──────── WORKING DATA ────────

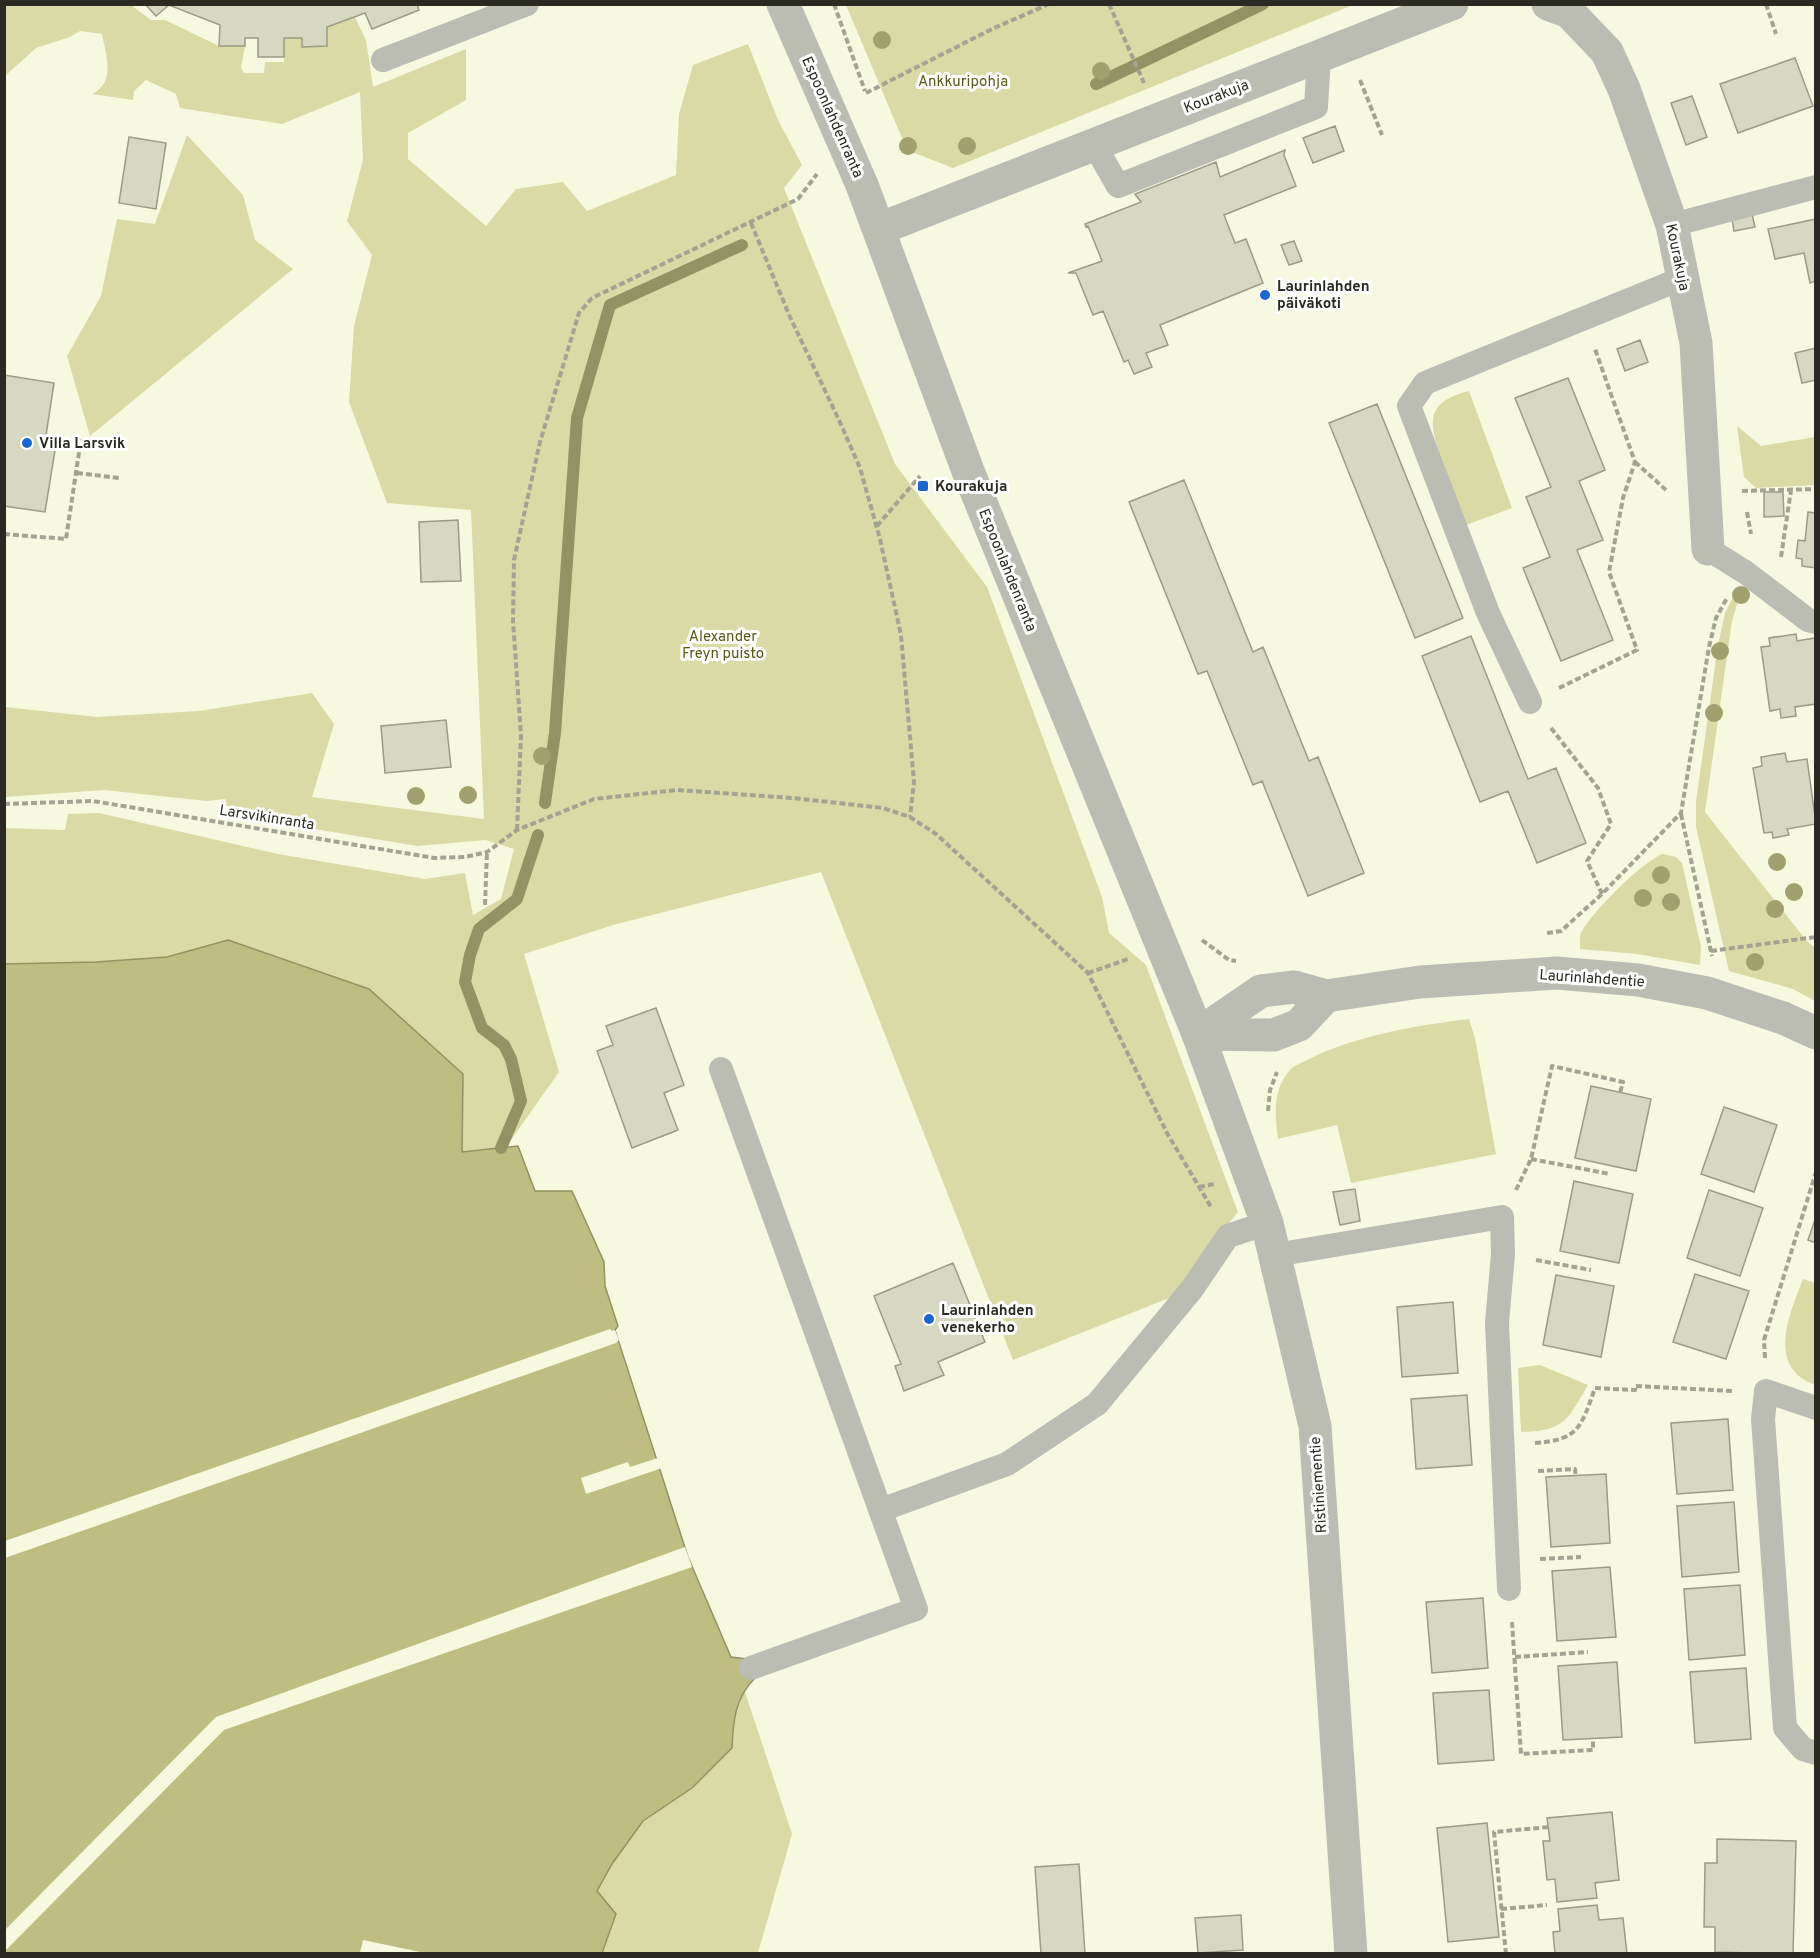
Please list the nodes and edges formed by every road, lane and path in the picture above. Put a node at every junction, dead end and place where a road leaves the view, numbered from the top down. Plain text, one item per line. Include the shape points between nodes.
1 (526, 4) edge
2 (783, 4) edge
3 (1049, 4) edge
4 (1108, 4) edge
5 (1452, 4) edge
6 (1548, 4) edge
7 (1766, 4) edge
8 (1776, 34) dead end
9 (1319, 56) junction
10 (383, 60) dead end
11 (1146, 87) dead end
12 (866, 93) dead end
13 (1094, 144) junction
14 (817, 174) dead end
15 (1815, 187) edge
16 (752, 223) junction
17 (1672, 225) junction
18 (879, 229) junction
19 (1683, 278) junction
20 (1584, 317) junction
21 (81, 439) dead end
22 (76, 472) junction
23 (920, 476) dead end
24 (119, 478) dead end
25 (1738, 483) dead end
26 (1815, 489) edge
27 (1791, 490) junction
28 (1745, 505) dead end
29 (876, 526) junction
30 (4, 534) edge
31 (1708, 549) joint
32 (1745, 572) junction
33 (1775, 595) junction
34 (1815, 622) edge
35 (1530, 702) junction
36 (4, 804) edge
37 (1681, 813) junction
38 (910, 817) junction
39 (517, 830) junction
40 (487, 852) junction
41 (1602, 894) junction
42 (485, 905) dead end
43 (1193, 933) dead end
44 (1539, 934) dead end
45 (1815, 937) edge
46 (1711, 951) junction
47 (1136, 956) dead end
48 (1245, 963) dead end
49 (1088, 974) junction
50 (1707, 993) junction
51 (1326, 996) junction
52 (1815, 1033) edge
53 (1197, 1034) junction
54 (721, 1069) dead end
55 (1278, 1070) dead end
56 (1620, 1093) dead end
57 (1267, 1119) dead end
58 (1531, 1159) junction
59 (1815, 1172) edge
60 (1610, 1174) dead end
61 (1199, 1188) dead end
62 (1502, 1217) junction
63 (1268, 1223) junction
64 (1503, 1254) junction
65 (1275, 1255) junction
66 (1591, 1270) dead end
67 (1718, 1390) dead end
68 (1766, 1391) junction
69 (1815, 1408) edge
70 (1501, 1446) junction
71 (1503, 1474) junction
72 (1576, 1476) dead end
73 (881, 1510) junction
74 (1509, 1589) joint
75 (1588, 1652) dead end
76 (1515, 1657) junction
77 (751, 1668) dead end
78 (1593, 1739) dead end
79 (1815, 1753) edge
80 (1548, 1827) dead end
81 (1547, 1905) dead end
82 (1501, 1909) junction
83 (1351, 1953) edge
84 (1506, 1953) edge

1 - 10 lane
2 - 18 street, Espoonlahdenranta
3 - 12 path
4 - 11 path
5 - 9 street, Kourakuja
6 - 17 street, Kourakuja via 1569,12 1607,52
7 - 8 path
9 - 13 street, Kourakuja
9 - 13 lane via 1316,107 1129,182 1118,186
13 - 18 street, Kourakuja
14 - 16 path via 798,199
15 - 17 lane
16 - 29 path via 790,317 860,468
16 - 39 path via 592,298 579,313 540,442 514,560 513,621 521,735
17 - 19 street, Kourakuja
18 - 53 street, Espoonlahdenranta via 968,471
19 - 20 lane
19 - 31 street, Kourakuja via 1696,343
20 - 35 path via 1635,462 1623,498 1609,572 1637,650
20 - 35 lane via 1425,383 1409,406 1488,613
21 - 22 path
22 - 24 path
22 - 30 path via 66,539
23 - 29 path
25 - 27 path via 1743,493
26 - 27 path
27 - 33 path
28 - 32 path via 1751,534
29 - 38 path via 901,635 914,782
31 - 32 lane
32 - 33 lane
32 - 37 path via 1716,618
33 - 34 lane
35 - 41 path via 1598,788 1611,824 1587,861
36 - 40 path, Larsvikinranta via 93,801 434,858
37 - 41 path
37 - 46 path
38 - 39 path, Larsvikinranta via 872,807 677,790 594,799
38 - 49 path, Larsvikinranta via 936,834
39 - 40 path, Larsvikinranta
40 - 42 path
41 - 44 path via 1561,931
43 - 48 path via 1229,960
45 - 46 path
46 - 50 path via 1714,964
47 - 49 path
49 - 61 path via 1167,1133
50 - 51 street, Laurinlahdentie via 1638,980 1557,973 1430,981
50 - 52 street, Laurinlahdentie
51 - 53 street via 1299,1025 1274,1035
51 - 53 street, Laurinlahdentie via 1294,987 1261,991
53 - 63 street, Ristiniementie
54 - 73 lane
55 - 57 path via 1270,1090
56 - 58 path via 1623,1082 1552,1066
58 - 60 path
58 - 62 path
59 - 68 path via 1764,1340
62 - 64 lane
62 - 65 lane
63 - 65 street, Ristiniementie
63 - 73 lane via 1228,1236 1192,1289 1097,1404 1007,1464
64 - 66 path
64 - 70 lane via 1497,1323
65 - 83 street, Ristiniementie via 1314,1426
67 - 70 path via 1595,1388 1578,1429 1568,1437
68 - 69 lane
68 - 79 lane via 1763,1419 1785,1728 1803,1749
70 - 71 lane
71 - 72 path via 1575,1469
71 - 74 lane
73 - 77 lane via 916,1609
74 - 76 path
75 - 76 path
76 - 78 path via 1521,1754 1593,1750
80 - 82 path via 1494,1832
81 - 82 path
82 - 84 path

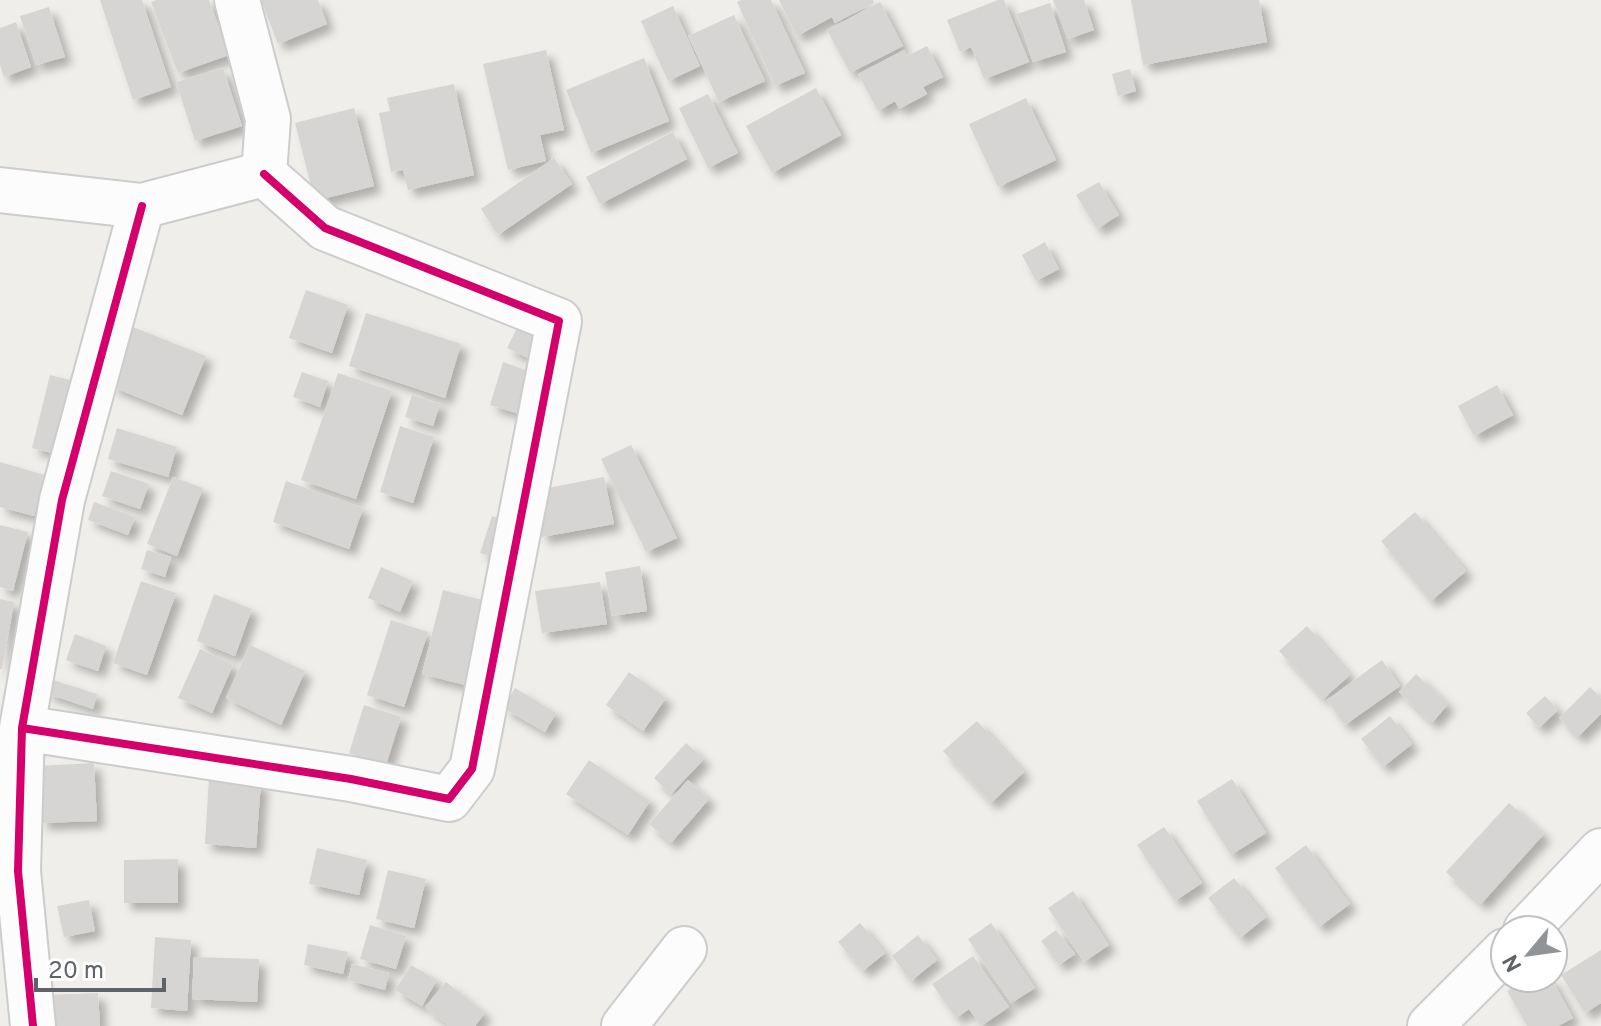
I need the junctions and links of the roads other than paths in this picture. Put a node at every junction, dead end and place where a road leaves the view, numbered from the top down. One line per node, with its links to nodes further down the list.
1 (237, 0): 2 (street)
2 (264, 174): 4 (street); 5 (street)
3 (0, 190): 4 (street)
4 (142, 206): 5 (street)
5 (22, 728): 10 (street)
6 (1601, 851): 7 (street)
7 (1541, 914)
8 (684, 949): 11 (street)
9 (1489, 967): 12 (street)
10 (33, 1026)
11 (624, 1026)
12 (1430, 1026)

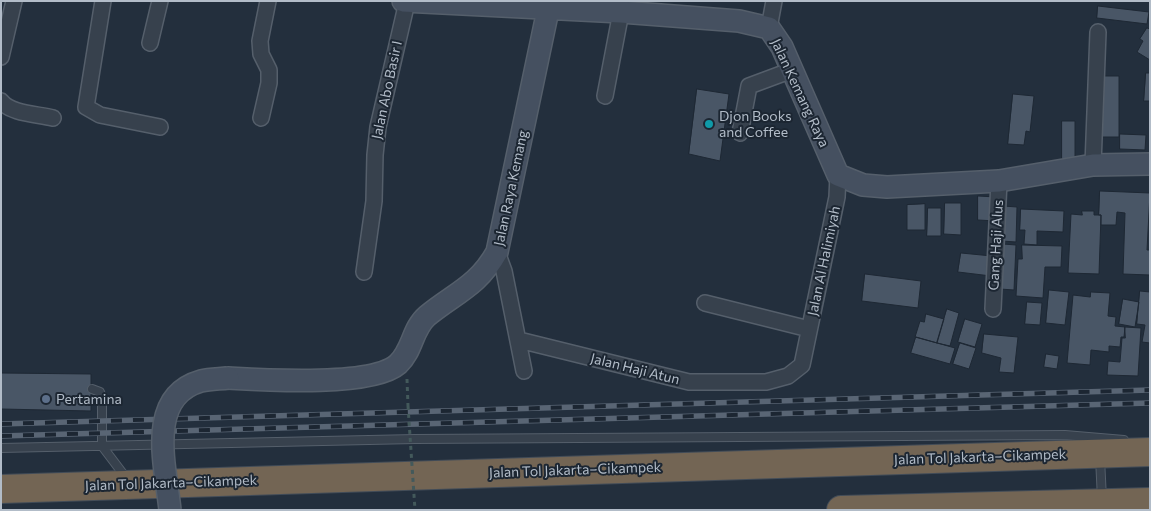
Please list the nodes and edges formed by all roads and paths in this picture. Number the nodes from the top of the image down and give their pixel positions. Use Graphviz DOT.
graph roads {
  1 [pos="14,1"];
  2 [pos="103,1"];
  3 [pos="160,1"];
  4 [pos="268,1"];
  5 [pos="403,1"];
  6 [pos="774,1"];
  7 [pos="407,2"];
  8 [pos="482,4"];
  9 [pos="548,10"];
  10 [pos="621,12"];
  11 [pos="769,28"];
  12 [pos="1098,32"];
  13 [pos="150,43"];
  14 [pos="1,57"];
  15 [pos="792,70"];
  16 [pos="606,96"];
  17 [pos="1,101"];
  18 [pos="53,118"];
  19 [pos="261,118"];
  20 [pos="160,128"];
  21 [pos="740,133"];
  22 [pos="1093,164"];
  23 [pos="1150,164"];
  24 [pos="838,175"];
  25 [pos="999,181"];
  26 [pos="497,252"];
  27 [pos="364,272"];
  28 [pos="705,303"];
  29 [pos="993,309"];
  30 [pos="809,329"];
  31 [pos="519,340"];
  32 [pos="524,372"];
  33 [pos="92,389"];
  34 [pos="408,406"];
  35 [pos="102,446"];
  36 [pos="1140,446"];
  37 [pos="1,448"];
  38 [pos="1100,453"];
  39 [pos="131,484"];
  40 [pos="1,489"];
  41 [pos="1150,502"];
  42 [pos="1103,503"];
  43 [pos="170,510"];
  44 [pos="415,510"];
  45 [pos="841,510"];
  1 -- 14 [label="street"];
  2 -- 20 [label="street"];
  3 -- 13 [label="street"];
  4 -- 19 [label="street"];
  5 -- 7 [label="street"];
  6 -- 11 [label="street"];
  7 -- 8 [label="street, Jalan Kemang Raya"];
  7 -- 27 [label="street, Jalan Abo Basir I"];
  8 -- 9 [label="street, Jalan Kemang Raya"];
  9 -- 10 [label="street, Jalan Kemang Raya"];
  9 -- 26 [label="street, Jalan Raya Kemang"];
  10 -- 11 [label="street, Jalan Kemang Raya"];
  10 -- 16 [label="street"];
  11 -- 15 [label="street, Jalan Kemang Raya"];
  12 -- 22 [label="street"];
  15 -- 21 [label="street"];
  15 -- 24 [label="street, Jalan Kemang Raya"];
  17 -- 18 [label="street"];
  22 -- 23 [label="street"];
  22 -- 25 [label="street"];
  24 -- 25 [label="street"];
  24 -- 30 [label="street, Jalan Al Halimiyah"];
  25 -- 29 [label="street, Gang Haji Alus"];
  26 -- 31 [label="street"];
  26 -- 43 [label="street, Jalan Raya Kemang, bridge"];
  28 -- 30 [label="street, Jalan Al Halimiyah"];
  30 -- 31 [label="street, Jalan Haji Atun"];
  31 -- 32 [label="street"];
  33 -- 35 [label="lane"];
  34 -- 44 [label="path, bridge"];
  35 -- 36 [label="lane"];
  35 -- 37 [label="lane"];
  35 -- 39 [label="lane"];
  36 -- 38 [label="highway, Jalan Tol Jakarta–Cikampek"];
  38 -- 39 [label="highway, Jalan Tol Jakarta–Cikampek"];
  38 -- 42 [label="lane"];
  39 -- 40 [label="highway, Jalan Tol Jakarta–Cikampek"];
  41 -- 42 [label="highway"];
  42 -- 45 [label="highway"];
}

────────

> _BRIEF_
Every line of the material that holds "Espoonlahdenranta" should be copied out as the answer.

> _TASK SOLUTION_
2 - 18 street, Espoonlahdenranta
18 - 53 street, Espoonlahdenranta via 968,471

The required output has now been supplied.